The real pleasure of this new Cottesloe production, helmed by Austin Pendelton (director of 'Detroit's 2010 Steppenwolf premiere), is seeing D'Amour's characters up close. McQuarrie and Mitchell make Ben and Mary's surprising infatuation with their young neighbours totally plausible: frustrated, bored and worried, by each other and by Ben's recent redundancy, they are ready to cut loose and be intoxicated. And Adamsdale and Dunne are superb as Kenny and Sharon: ex-addicts who met in rehab and need guidance, but could be bad news. With their visible injuries and manic gratitude, they're scruffy, sexy refugees from Planet Fuckup who crave suburban normality like it's a new drug.
D'Amour's play, which runs at two hours straight-through, would benefit from cuts, especially in the final scene, an odd valedictory lecture on the history of suburbia from an entirely new minor character, which entirely fails to pin those big themes onto the preceding Bacchic backyard party that is the play's real climax.

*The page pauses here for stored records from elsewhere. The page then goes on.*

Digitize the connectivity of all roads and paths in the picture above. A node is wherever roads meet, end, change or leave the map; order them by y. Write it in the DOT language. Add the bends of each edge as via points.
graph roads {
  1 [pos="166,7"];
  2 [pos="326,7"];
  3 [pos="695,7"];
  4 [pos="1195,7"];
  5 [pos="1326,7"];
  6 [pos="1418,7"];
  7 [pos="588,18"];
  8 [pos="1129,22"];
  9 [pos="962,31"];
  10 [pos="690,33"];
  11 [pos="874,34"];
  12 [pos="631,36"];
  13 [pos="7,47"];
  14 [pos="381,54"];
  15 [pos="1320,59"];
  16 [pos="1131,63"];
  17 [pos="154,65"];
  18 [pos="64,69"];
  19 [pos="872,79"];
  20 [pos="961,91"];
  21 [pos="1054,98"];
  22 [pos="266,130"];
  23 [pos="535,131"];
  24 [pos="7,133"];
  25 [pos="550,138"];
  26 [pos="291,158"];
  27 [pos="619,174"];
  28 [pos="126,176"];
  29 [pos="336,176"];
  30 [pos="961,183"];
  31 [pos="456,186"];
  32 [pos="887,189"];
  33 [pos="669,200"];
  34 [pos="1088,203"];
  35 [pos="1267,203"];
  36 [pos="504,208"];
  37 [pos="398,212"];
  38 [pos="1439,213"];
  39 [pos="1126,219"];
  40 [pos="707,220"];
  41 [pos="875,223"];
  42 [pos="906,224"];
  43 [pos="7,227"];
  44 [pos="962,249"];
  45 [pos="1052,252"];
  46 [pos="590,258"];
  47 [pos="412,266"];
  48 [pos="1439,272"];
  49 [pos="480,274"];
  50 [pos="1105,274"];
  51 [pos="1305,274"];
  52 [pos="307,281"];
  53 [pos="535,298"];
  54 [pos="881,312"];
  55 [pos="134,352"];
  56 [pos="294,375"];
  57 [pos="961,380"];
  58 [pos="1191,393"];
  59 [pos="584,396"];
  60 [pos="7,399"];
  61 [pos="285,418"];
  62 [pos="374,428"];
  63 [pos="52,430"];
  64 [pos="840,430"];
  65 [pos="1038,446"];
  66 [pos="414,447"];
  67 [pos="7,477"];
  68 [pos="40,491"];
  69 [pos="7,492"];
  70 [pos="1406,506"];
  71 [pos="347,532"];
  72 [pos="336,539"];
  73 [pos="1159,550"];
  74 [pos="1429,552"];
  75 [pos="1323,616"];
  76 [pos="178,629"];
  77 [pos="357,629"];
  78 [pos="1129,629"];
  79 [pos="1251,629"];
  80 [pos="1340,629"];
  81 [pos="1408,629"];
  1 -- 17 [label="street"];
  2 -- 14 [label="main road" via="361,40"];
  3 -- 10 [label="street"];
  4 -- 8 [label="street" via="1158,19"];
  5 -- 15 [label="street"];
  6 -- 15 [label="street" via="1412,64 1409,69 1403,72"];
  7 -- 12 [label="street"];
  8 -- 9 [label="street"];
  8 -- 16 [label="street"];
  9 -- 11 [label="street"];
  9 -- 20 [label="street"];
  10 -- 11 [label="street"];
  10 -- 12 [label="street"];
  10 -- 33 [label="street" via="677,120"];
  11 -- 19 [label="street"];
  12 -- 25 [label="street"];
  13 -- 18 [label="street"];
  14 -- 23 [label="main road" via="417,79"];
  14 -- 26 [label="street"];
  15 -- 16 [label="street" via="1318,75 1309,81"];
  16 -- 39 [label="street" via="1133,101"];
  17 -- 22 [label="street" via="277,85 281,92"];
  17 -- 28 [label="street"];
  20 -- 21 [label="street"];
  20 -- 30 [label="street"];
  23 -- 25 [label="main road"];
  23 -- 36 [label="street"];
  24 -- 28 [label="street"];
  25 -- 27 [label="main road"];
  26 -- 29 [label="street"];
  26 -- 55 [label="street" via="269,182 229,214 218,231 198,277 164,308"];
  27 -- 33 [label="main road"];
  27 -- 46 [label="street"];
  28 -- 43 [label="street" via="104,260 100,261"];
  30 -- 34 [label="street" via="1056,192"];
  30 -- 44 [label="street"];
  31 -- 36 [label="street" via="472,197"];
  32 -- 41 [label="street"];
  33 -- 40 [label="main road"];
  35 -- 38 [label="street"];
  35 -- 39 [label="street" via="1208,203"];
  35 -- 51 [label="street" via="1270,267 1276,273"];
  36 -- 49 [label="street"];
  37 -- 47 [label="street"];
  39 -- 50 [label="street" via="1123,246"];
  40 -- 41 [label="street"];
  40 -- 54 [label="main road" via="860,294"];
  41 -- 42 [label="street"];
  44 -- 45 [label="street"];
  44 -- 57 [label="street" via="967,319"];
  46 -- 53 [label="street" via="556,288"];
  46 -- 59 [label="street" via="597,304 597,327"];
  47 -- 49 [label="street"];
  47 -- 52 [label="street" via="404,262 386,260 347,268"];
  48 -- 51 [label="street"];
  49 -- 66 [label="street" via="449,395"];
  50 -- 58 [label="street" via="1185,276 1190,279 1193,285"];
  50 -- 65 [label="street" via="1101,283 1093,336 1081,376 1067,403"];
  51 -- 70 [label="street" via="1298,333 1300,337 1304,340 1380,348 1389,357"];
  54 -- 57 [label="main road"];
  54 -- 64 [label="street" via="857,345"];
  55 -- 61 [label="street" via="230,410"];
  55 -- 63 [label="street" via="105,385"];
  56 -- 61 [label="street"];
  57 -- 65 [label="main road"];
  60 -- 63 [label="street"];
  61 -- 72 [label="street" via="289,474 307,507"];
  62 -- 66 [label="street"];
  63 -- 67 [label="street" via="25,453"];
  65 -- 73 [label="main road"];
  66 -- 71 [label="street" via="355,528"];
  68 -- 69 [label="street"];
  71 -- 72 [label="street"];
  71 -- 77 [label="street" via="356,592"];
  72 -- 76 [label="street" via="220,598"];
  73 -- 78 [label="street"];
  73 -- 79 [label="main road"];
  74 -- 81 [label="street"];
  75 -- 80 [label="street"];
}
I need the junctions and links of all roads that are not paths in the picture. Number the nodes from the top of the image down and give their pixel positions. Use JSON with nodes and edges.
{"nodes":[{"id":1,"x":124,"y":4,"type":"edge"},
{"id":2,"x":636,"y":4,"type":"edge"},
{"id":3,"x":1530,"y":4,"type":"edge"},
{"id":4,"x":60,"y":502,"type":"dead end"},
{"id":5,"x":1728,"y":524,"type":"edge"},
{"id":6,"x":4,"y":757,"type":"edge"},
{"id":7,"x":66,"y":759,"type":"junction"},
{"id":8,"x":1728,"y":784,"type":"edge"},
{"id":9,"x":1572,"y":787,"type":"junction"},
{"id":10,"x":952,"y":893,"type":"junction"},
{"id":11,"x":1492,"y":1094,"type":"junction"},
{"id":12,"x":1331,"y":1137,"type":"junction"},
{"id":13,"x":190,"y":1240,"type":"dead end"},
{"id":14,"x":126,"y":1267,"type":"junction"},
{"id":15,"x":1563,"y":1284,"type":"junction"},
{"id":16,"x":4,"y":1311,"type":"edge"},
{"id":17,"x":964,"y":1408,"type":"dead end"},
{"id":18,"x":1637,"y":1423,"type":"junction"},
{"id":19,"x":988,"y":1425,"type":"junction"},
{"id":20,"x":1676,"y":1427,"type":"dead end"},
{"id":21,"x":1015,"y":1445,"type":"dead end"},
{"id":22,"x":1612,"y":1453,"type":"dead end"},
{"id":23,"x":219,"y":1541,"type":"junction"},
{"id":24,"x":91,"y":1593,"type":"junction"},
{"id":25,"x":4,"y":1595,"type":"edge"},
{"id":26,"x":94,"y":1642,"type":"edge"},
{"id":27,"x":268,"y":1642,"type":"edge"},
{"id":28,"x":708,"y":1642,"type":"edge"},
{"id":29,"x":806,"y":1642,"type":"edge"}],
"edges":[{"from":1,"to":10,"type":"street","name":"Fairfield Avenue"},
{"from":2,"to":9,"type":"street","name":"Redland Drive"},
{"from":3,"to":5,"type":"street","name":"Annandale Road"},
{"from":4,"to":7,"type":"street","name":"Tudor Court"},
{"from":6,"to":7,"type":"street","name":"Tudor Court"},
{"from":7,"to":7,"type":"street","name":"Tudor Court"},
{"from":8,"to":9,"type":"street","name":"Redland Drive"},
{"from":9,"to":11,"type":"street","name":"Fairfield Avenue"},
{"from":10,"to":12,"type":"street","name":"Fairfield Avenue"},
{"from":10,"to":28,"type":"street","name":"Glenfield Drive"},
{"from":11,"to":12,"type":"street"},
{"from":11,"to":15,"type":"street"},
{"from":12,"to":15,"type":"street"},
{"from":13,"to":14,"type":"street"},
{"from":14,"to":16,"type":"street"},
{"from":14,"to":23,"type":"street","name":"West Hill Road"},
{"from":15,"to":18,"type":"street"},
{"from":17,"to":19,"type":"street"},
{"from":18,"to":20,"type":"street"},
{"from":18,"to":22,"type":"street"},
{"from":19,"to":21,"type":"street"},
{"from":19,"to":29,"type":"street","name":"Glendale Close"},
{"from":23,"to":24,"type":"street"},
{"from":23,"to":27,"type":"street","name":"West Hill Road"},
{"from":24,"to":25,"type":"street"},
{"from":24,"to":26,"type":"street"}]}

Compared to 'Clybourne Park', which squatted audaciously all over contemporary gentrification, race and class debates, 'Detroit' looks like a very fine small-scale play that's trying a touch too hard to embrace big national themes. But there's a lovely looseness, rhythm and exhilaration to D'Amour's writing, especially in the tender, misguided relationship between the two women, who take off for a weekend camping in the woods (described with Thoreau-like lyricism) but only make it as far as the gas station.
It is most original when it advances on Betty Friedan in its wry, acute portrait of contemporary suburban women living dangerously, on the tightrope between boredom and self-destruction.